Our newly expanded Real Estate Economics Service now covers 100 cities, 11 of which are in Asia-Pacific, across five major property sectors: office, retail, industrial, residential, and hotels. It includes a novel approach to estimating past and future building stock, utilising cutting-edge geospatial analytics, machine learning/AI, and big data.
Commercial real estate development pipelines across Asia-Pacific are contracting structurally as higher construction costs, tighter financing conditions, regulatory delays, and labour shortages have undermined feasibility. The result is fewer project starts, lower land acquisitions, and a materially thinner forward supply outlook.
Falling supply over the next two-three years is creating a window for operating fundamentals to improve. Vacancy rates are expected to decline and rental growth will re-emerge in offices, hotels, and select residential markets, particularly where vacancy is currently elevated.

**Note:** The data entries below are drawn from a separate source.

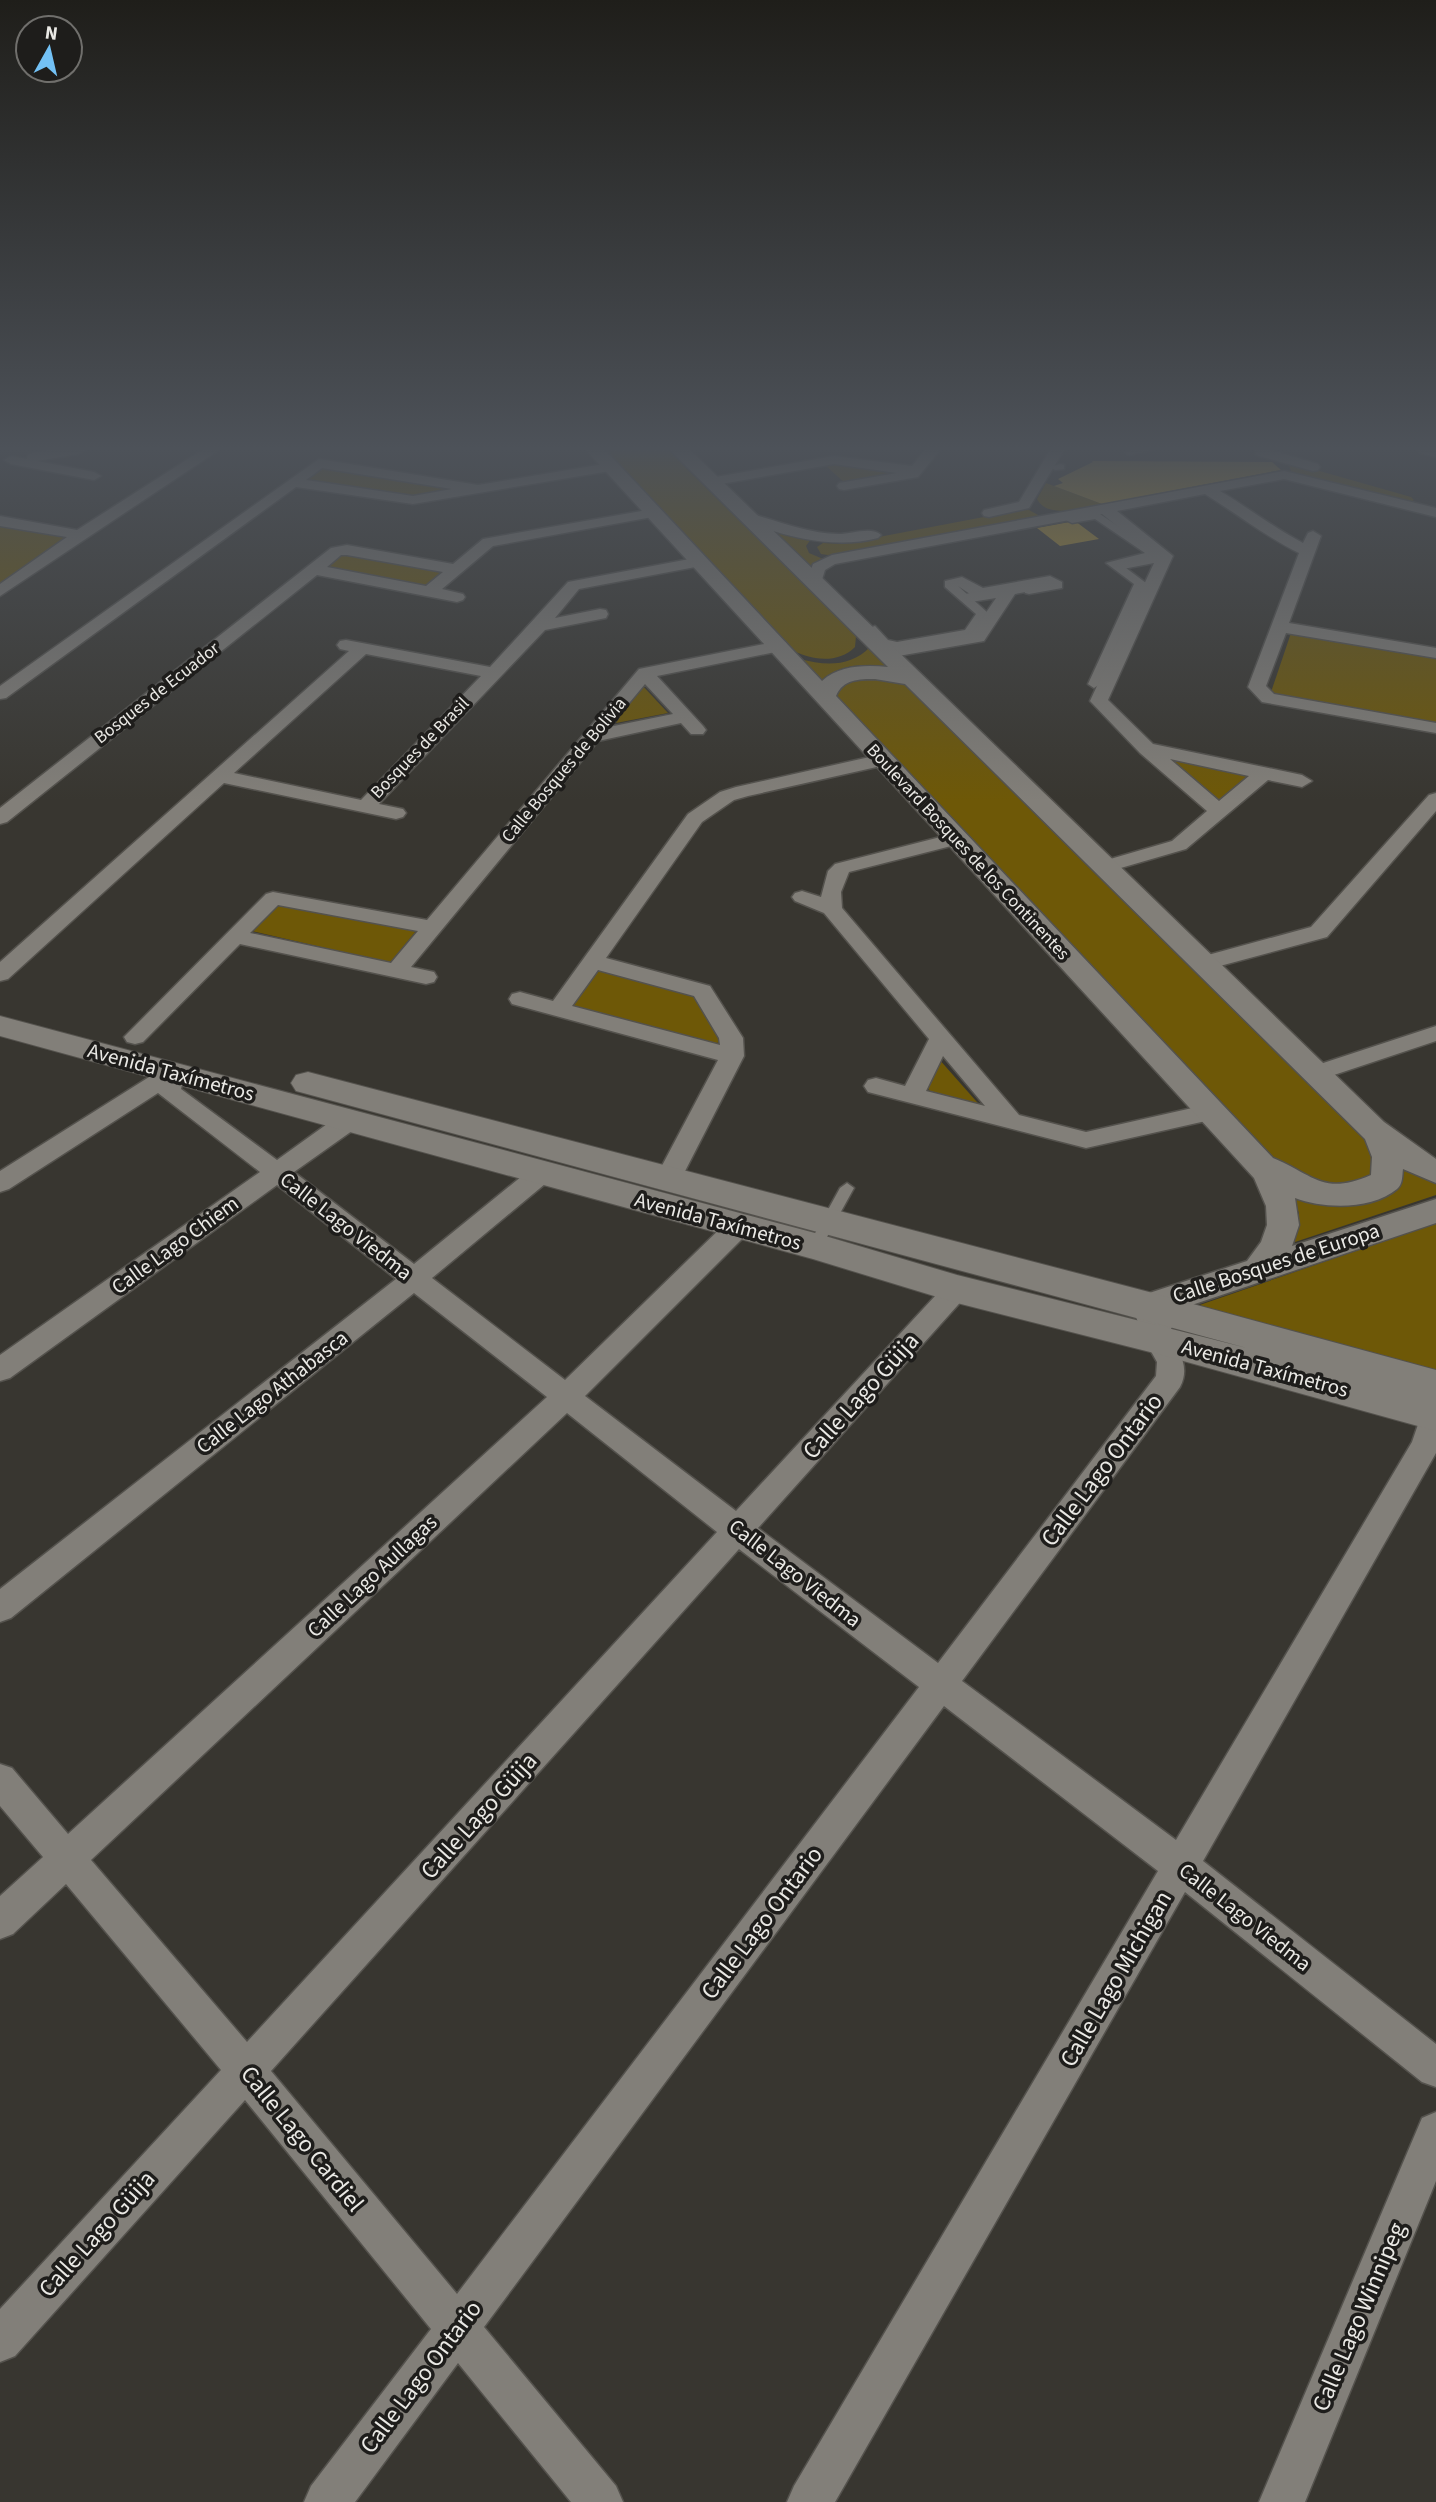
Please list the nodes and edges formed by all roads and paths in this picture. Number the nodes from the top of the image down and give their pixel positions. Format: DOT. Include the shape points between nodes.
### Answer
graph roads {
  1 [pos="35,567"];
  2 [pos="174,567"];
  3 [pos="316,567"];
  4 [pos="441,567"];
  5 [pos="457,567"];
  6 [pos="674,567"];
  7 [pos="704,567"];
  8 [pos="798,567"];
  9 [pos="818,567"];
  10 [pos="831,567"];
  11 [pos="1117,567"];
  12 [pos="1127,567"];
  13 [pos="1159,567"];
  14 [pos="1305,567"];
  15 [pos="313,569"];
  16 [pos="454,569"];
  17 [pos="814,583"];
  18 [pos="1151,583"];
  19 [pos="1047,584"];
  20 [pos="574,585"];
  21 [pos="0,591"];
  22 [pos="429,592"];
  23 [pos="1015,592"];
  24 [pos="457,597"];
  25 [pos="993,616"];
  26 [pos="538,626"];
  27 [pos="1281,627"];
  28 [pos="863,629"];
  29 [pos="782,649"];
  30 [pos="887,653"];
  31 [pos="1436,653"];
  32 [pos="492,673"];
  33 [pos="645,673"];
  34 [pos="912,678"];
  35 [pos="1094,684"];
  36 [pos="2,690"];
  37 [pos="824,698"];
  38 [pos="1436,728"];
  39 [pos="594,736"];
  40 [pos="1147,749"];
  41 [pos="883,760"];
  42 [pos="1263,774"];
  43 [pos="220,776"];
  44 [pos="1302,781"];
  45 [pos="1436,799"];
  46 [pos="365,807"];
  47 [pos="1218,811"];
  48 [pos="396,813"];
  49 [pos="0,818"];
  50 [pos="956,839"];
  51 [pos="1107,866"];
  52 [pos="802,897"];
  53 [pos="831,909"];
  54 [pos="432,927"];
  55 [pos="235,936"];
  56 [pos="594,962"];
  57 [pos="1205,962"];
  58 [pos="396,971"];
  59 [pos="0,974"];
  60 [pos="426,977"];
  61 [pos="520,999"];
  62 [pos="558,1010"];
  63 [pos="2,1021"];
  64 [pos="1436,1033"];
  65 [pos="135,1037"];
  66 [pos="940,1039"];
  67 [pos="732,1056"];
  68 [pos="173,1072"];
  69 [pos="1316,1073"];
  70 [pos="876,1086"];
  71 [pos="912,1095"];
  72 [pos="1210,1112"];
  73 [pos="350,1120"];
  74 [pos="1011,1121"];
  75 [pos="434,1130"];
  76 [pos="1379,1135"];
  77 [pos="1265,1167"];
  78 [pos="277,1172"];
  79 [pos="1436,1172"];
  80 [pos="542,1173"];
  81 [pos="669,1177"];
  82 [pos="0,1184"];
  83 [pos="847,1188"];
  84 [pos="1436,1211"];
  85 [pos="739,1226"];
  86 [pos="821,1234"];
  87 [pos="1258,1271"];
  88 [pos="414,1279"];
  89 [pos="957,1289"];
  90 [pos="1154,1322"];
  91 [pos="0,1370"];
  92 [pos="567,1396"];
  93 [pos="1435,1405"];
  94 [pos="740,1532"];
  95 [pos="0,1608"];
  96 [pos="941,1685"];
  97 [pos="0,1780"];
  98 [pos="66,1859"];
  99 [pos="1181,1866"];
  100 [pos="0,1921"];
  101 [pos="1436,2068"];
  102 [pos="246,2070"];
  103 [pos="1436,2132"];
  104 [pos="458,2329"];
  105 [pos="0,2341"];
  106 [pos="327,2502"];
  107 [pos="600,2502"];
  108 [pos="810,2502"];
  109 [pos="1282,2502"];
  1 -- 21 [label="street"];
  2 -- 36 [label="street"];
  3 -- 15 [label="street, Bosques de Ecuador"];
  4 -- 16 [label="street, Bosques de Ecuador"];
  5 -- 16 [label="street"];
  6 -- 20 [label="street"];
  7 -- 29 [label="street, Boulevard Bosques de los Continentes"];
  8 -- 17 [label="street"];
  9 -- 17 [label="street"];
  10 -- 23 [label="street" via="822,571 821,578 884,643 897,646 969,633 982,613 949,584 962,582 983,592 1050,580 1058,585"];
  11 -- 35 [label="street" via="1140,583"];
  12 -- 18 [label="street"];
  13 -- 18 [label="street"];
  14 -- 27 [label="street"];
  15 -- 22 [label="street"];
  15 -- 49 [label="street, Bosques de Ecuador"];
  16 -- 22 [label="street"];
  17 -- 28 [label="street"];
  18 -- 40 [label="street" via="1099,701"];
  19 -- 23 [label="street"];
  20 -- 26 [label="street, Bosques de Brasil"];
  20 -- 26 [label="street" via="604,617"];
  22 -- 24 [label="street"];
  23 -- 25 [label="street"];
  23 -- 25 [label="street" via="965,592"];
  25 -- 30 [label="street" via="978,637"];
  26 -- 32 [label="street, Bosques de Brasil"];
  27 -- 31 [label="street"];
  27 -- 38 [label="street" via="1257,687 1268,698"];
  28 -- 29 [label="street" via="860,649 844,657 819,660"];
  28 -- 30 [label="street"];
  29 -- 33 [label="street"];
  29 -- 37 [label="street, Boulevard Bosques de los Continentes"];
  30 -- 34 [label="street"];
  32 -- 43 [label="street, Bosques de Brasil" via="353,646"];
  32 -- 46 [label="street, Bosques de Brasil"];
  33 -- 39 [label="street, Calle Bosques de Bolivia"];
  33 -- 39 [label="street" via="690,724"];
  34 -- 37 [label="street" via="887,672 858,673 833,681"];
  34 -- 51 [label="street"];
  37 -- 41 [label="street, Boulevard Bosques de los Continentes"];
  39 -- 54 [label="street, Calle Bosques de Bolivia"];
  40 -- 42 [label="street"];
  40 -- 47 [label="street"];
  41 -- 50 [label="street, Boulevard Bosques de los Continentes"];
  41 -- 56 [label="street" via="743,791 713,804 695,818"];
  42 -- 44 [label="street"];
  42 -- 47 [label="street"];
  43 -- 46 [label="street, Bosques de Brasil"];
  43 -- 59 [label="street, Bosques de Brasil"];
  45 -- 57 [label="street" via="1319,932"];
  46 -- 48 [label="street"];
  47 -- 51 [label="street" via="1179,845"];
  50 -- 53 [label="street" via="842,868 831,892"];
  50 -- 72 [label="street, Boulevard Bosques de los Continentes"];
  51 -- 57 [label="street"];
  52 -- 53 [label="street"];
  53 -- 66 [label="street"];
  54 -- 55 [label="street" via="275,898"];
  54 -- 58 [label="street, Calle Bosques de Bolivia"];
  55 -- 58 [label="street"];
  55 -- 65 [label="street"];
  56 -- 62 [label="street"];
  56 -- 67 [label="street" via="702,991 731,1038"];
  57 -- 69 [label="street"];
  58 -- 60 [label="street"];
  61 -- 62 [label="street"];
  62 -- 67 [label="street"];
  63 -- 65 [label="main road, Avenida Taxímetros"];
  63 -- 68 [label="main road, Avenida Taxímetros"];
  64 -- 69 [label="street"];
  65 -- 75 [label="main road, Avenida Taxímetros"];
  66 -- 71 [label="street"];
  66 -- 74 [label="street"];
  67 -- 81 [label="street"];
  68 -- 73 [label="main road, Avenida Taxímetros"];
  68 -- 78 [label="street, Calle Lago Viedma" via="169,1092"];
  68 -- 82 [label="street"];
  69 -- 76 [label="street"];
  70 -- 71 [label="street"];
  71 -- 74 [label="street"];
  72 -- 74 [label="street" via="1090,1140"];
  72 -- 77 [label="street, Boulevard Bosques de los Continentes"];
  73 -- 75 [label="main road, Avenida Taxímetros"];
  73 -- 78 [label="street, Calle Lago Chiem"];
  75 -- 80 [label="main road, Avenida Taxímetros"];
  75 -- 81 [label="main road, Avenida Taxímetros"];
  76 -- 77 [label="street" via="1388,1157 1386,1181 1359,1195 1322,1195 1294,1186"];
  76 -- 79 [label="street"];
  77 -- 87 [label="street, Boulevard Bosques de los Continentes" via="1281,1204 1283,1224 1277,1243"];
  78 -- 88 [label="street, Calle Lago Viedma"];
  78 -- 91 [label="street, Calle Lago Chiem"];
  80 -- 85 [label="main road, Avenida Taxímetros"];
  80 -- 88 [label="street, Calle Lago Athabasca"];
  81 -- 86 [label="main road, Avenida Taxímetros"];
  83 -- 86 [label="lane"];
  84 -- 87 [label="street, Calle Bosques de Europa"];
  85 -- 86 [label="main road, Avenida Taxímetros"];
  85 -- 92 [label="street, Calle Lago Aullagas"];
  86 -- 89 [label="main road, Avenida Taxímetros"];
  86 -- 90 [label="main road, Avenida Taxímetros"];
  87 -- 90 [label="street, Calle Bosques de Europa"];
  88 -- 92 [label="street, Calle Lago Viedma"];
  88 -- 95 [label="street, Calle Lago Athabasca"];
  89 -- 90 [label="main road, Avenida Taxímetros"];
  89 -- 94 [label="street, Calle Lago Güija"];
  90 -- 93 [label="main road, Avenida Taxímetros"];
  90 -- 96 [label="street, Calle Lago Ontario" via="1171,1362 1170,1379"];
  92 -- 94 [label="street, Calle Lago Viedma"];
  92 -- 98 [label="street, Calle Lago Aullagas"];
  93 -- 99 [label="street, Calle Lago Michigan" via="1426,1444"];
  94 -- 96 [label="street, Calle Lago Viedma"];
  94 -- 102 [label="street, Calle Lago Güija"];
  96 -- 99 [label="street, Calle Lago Viedma"];
  96 -- 104 [label="street, Calle Lago Ontario"];
  97 -- 98 [label="street, Calle Lago Cardiel"];
  98 -- 100 [label="street, Calle Lago Aullagas"];
  98 -- 102 [label="street, Calle Lago Cardiel"];
  99 -- 101 [label="street, Calle Lago Viedma"];
  99 -- 108 [label="street, Calle Lago Michigan"];
  102 -- 104 [label="street, Calle Lago Cardiel"];
  102 -- 105 [label="street, Calle Lago Güija"];
  103 -- 109 [label="street, Calle Lago Winnipeg"];
  104 -- 106 [label="street, Calle Lago Ontario"];
  104 -- 107 [label="street, Calle Lago Cardiel"];
}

Supply is mainly being delivered where fundamentals are strongest. Meanwhile, development is retreating in markets with weaker demand or demographic headwinds, reinforcing divergence in performance across cities and sectors.
The cycle has shifted toward an income-led environment in which existing assets benefit from supply discipline, industrial markets become balanced after rapid expansion, and long-term outcomes are driven by demographics, labour market trends, and capital costs rather than short-term stimulus.